A “large portion” of Canadian Muslims want to strictly adhere to Islamic finance guidelines, which prohibit them from earning interest, said Jesse Reitberger, financial advisor with Winnipeg-based Canadian Islamic Wealth. But only a “handful” of Canadian advisors specialize in the area, he said.
Canadian Islamic Wealth, which launched in 2019, manages about $10 million of investments from 200 Canadian families.
In 2019, 3.7% of Canadians reported they were Muslim, according to Statistics Canada. Mohamad Sawwaf, founder and CEO of Toronto-based fintech and Halal financial service provider Manzil, said Canada’s Muslims probably have more than $20 billion in assets to potentially invest.
Rising interest rates have made income-oriented investments more popular, with money flowing into high-interest savings account products and GICs. But Reitberger said there are few Islamic finance choices for income-oriented Canadian retail investors.
One option is Sukuks, which are complex, bond-like instruments that fund land development and generate rental income, Reitberger said. They may also invest in manufacturing or infrastructure such as roads and bridges.

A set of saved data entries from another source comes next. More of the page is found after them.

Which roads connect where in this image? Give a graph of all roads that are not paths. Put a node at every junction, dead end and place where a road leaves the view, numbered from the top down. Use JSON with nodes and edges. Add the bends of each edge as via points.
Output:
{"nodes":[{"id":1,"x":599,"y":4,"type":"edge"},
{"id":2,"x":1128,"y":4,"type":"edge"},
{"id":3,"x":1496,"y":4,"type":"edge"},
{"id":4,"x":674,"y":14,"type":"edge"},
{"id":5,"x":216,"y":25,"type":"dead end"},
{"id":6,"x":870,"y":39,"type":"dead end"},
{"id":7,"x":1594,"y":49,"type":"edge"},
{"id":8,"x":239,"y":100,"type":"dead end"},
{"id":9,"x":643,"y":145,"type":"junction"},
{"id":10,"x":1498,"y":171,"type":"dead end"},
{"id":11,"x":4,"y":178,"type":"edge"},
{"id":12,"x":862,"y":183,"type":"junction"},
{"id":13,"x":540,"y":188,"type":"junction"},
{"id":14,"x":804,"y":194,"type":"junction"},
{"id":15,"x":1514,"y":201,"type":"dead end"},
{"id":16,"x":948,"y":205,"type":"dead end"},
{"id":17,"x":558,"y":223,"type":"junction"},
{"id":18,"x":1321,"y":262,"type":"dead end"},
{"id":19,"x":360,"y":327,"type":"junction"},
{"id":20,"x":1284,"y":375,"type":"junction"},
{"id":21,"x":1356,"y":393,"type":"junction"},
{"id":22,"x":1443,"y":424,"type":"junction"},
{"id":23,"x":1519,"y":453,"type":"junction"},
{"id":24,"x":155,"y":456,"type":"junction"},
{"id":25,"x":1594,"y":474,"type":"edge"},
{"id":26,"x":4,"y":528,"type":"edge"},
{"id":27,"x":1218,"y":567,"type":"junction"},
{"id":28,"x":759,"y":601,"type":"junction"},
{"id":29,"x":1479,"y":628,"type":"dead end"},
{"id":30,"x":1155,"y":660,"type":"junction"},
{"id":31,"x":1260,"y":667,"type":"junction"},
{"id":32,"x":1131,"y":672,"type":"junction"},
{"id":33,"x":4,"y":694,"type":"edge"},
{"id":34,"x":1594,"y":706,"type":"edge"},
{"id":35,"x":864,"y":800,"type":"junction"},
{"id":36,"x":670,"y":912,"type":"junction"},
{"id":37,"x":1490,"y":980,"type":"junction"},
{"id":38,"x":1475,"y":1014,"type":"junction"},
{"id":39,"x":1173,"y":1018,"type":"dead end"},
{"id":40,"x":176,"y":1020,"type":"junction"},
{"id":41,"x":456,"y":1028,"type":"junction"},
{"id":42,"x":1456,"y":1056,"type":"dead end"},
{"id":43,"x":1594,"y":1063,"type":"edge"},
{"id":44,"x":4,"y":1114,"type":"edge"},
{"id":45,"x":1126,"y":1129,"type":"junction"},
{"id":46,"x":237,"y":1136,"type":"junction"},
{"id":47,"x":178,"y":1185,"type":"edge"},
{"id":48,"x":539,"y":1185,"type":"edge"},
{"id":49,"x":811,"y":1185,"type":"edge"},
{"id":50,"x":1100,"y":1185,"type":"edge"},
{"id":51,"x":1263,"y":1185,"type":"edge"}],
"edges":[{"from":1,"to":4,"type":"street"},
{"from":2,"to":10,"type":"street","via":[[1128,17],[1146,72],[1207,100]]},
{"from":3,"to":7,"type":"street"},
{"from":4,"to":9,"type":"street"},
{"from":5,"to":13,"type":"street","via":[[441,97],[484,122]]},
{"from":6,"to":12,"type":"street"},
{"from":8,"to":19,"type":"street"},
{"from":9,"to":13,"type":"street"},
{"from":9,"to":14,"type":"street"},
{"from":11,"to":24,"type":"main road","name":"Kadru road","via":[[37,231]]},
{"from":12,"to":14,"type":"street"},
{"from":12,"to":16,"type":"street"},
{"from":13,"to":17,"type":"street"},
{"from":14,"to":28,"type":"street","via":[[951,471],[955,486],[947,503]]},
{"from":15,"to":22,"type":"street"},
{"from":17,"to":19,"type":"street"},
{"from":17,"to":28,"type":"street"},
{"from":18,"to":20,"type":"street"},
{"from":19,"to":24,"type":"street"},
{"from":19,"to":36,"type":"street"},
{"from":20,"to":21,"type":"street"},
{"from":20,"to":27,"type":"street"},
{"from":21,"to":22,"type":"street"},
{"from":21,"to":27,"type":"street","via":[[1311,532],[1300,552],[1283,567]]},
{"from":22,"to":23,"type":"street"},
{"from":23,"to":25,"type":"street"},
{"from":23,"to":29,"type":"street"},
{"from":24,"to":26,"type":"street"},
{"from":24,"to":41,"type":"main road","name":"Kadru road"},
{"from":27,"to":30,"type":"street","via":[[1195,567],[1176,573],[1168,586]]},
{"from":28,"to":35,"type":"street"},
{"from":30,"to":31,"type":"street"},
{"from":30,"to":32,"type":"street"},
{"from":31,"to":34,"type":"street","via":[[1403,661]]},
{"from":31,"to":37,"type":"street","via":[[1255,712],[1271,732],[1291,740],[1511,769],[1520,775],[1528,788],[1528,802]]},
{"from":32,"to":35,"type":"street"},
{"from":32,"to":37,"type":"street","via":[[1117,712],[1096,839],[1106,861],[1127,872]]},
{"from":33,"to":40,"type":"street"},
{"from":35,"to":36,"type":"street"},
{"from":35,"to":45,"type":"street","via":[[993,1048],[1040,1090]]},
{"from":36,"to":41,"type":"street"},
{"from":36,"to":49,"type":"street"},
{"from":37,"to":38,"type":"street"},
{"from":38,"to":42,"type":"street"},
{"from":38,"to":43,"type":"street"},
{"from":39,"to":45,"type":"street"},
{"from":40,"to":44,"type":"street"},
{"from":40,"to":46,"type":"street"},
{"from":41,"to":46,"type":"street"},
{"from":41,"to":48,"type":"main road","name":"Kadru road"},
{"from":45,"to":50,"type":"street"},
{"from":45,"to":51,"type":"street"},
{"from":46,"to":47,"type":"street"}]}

Other options include the Manzil Mortgage Fund and the SP Funds Dow Jones Global Sukuk ETF (NYSE Arca: SPSK), Reitberger added.
Sukuk funds are usually based outside of Canada and often require an up-front investment of more than $100,000, Sawwaf said. There are publicly traded options available (from Florida-based SP Funds for example), but many Canadian clients don’t like foreign currency volatility, he said.
Through CI Direct Investing, retail clients can invest in Manzil Halal Portfolios. The portfolio allocates some money to the Manzil Mortgage Fund, an operating-memorandum fund launched as a private placement that earns income from Manzil-provided residential mortgages. The remainder is allocated to the passive U.S. equity-based Wahed FTSE USA Shariah ETF (Nasdaq: HLAL). The higher the client’s risk tolerance, the higher the percentage allocated to HLAL, which excludes certain industries such as alcohol, pork production and casinos.
The Manzil Mortgage Fund is a “fixed-income equivalent style fund,” Sawwaf said. Investors must give two months’ notice if they want to withdraw funds from the mortgage component of Manzil Halal Portfolios, according to CI Financial. It could take up to six months to receive withdrawals, and clients wanting to withdraw more than $20,000 might have to wait a year.
More than 12,000 families are on the wait list to finance their home through Manzil, Sawwaf said. The firm does not charge interest but gives home buyers a choice of a partnership agreement (Manzil shares ownership of the property and sells its share to the client) or an arrangement in which Manzil buys the home and re-sells it to the client at a profit, payable in instalments.
The Manzil Mortgage Fund provides funding to and earns income from those residential mortgages. Manzil self-finances the mortgages from capital raised through the Manzil Mortgage Fund. “You’re investing in sharia-compliant mortgages, so every time someone makes a payment on their mortgage, that is going back to the investors,” Reitberger said.
Sawwaf said Manzil is developing other solutions for income-oriented investors. The firm is working on an equity-based income fund (which he said could launch by November) focused on dividend-paying value stocks. It’s also looking at creating a Halal real estate investment trust and a commercial mortgage fund.